US Secretary of State Rex Tillerson, the former head of ExxonMobil, whose predecessor company Standard Oil controlled Venezuelan oil for decades before its nationalization in 1976, told the House Foreign Affairs Committee Wednesday that the State Department is currently working with the US Treasury Department to compile “a very robust list of individuals” in the Venezuelan government to be targeted with sanctions.
Reuters news agency reported that the Trump administration is also considering punishing sanctions against Venezuela’s state oil company PDVSA. A ban on Venezuelan oil imports to the US would plunge the already shattered Venezuelan economy into an unprecedented crisis. Oil exports are the source of 95 percent of the country’s foreign earnings, and the US is Venezuela’s largest market, accounting for 40 percent of total sales.
If such measures are taken, it will spell an intensification of the hunger, mass unemployment and impoverishment already facing Venezuelan workers. The Maduro government has responded to the country’s economic crisis by shifting the burden onto the working class, slashing imports of vitally needed food and medical supplies to meet debt payments to Wall Street bondholders and defend the wealth of the Venezuelan bourgeoisie.
All sides, from the Maduro government to the right-wing opposition to the US government, confront the threat of the unraveling political situation in Venezuela giving rise to revolutionary social upheavals from below. The concern is that the increasingly frequent bouts of protest and looting in working class and poor neighborhoods can coalesce into a mass upheaval along the lines of the so-called Caracazo, the 1989 revolt that shook Caracas in response to a draconian IMF-dictated austerity package imposed in the face of falling oil prices.
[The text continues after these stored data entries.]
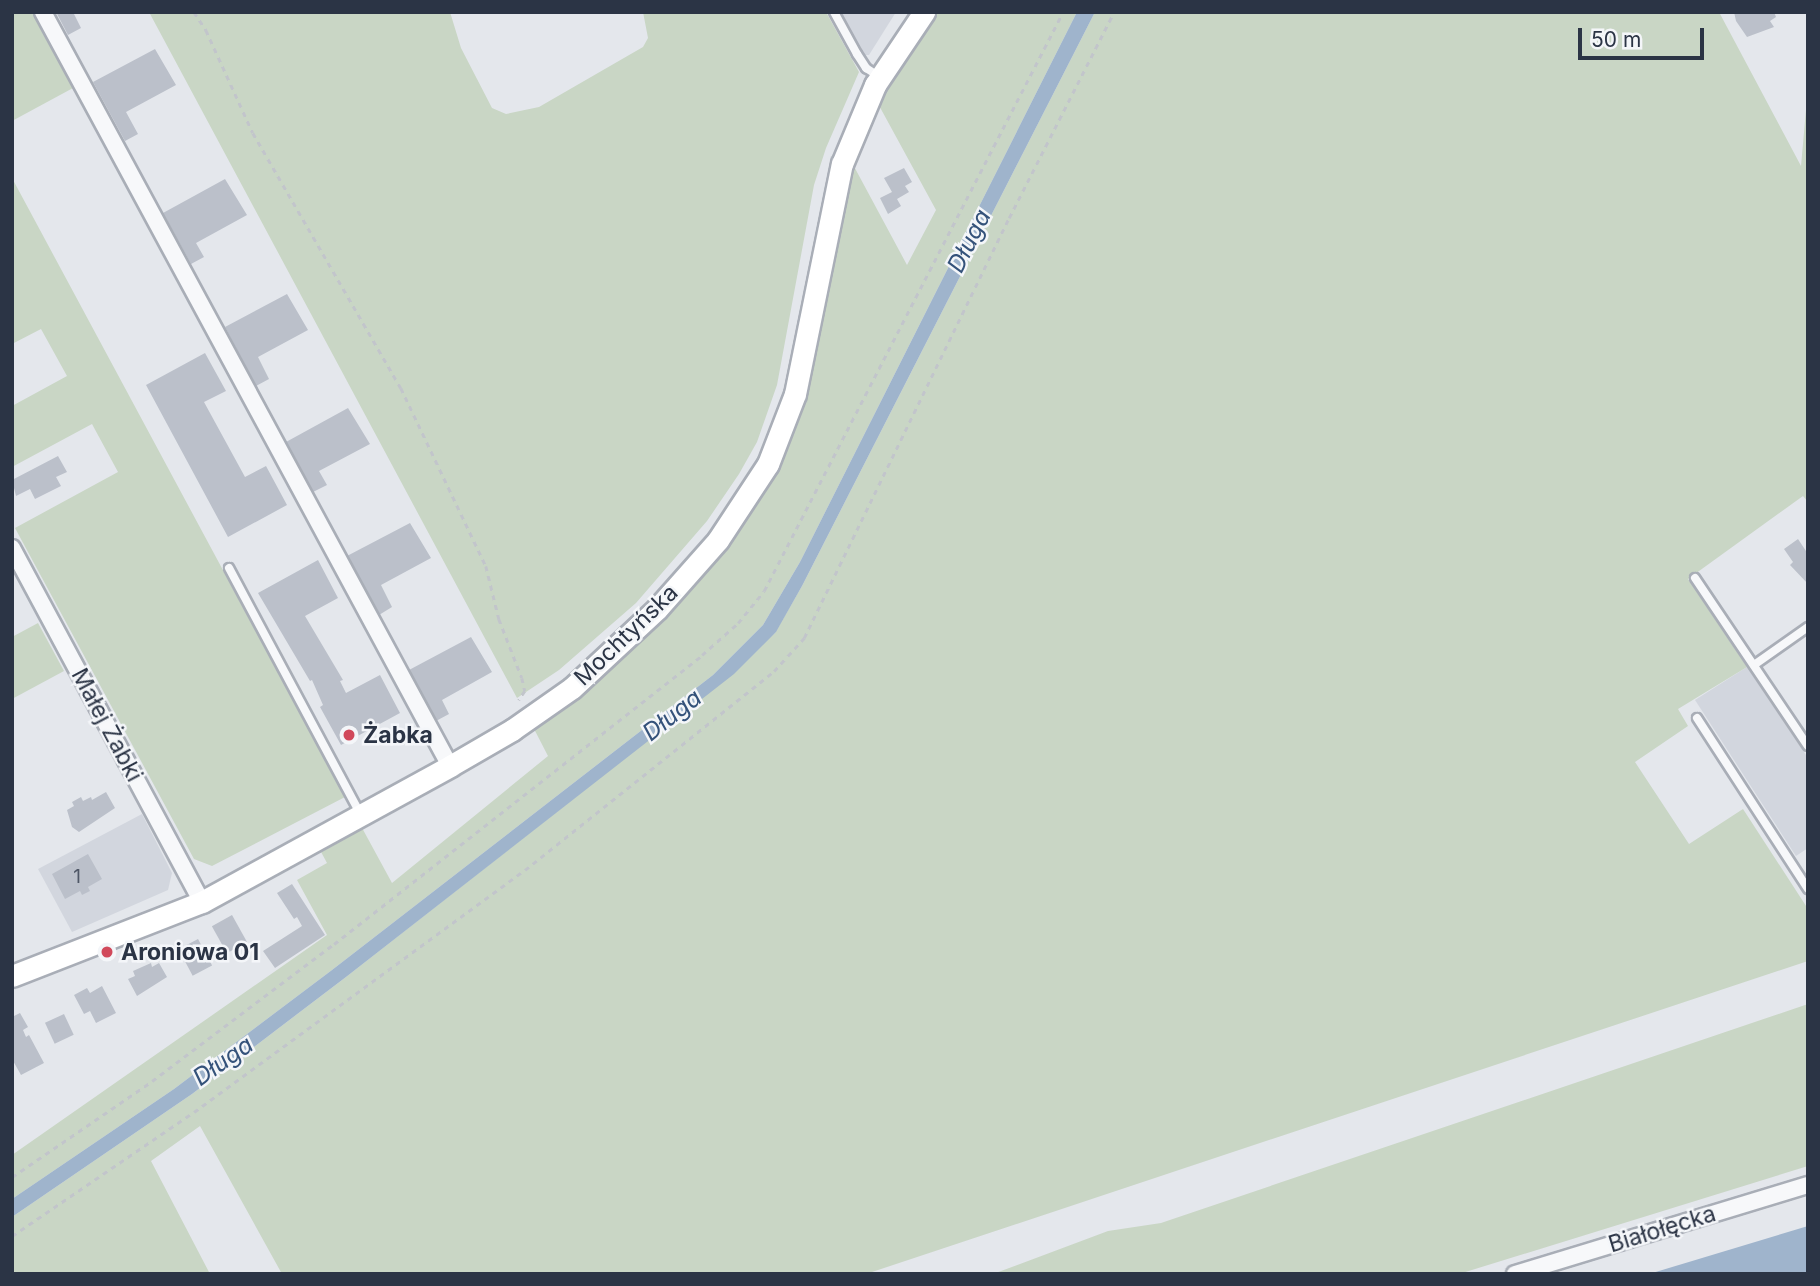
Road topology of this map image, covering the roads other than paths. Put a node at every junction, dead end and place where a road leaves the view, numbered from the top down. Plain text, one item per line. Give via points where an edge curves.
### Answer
1 (43, 12) edge
2 (834, 12) edge
3 (924, 12) edge
4 (880, 77) junction
5 (12, 548) edge
6 (229, 568) dead end
7 (1695, 578) dead end
8 (1808, 627) edge
9 (1754, 665) junction
10 (1698, 718) dead end
11 (1808, 746) edge
12 (450, 766) junction
13 (362, 816) junction
14 (1808, 889) edge
15 (201, 902) junction
16 (12, 976) edge
17 (1808, 1185) edge
18 (1515, 1274) edge

1 - 12 street
2 - 4 lane via 866,68
3 - 4 street, Mochtyńska
4 - 12 street, Mochtyńska via 842,164 795,394 768,464 745,504 666,599 598,666 544,710
5 - 15 street, Małej Żabki
6 - 13 lane
7 - 9 lane
8 - 9 lane
9 - 11 lane
10 - 14 lane
12 - 13 street, Mochtyńska
13 - 15 street, Mochtyńska
15 - 16 street, Mochtyńska
17 - 18 street, Białołęcka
The emergence of dissidents in the Maduro government is part of a bid to fashion a new national unity government with the aim of heading off such a revolt from below.
Elements of the Venezuelan pseudo-left such as the group Marea Socialista, which previously subordinated itself to the Chávez and Maduro government, joining the ruling PSUV, are aligning themselves with these efforts, voicing criticisms of Maduro while seeking to divert any independent movement of the working class back behind the political machinations of the bourgeoisie.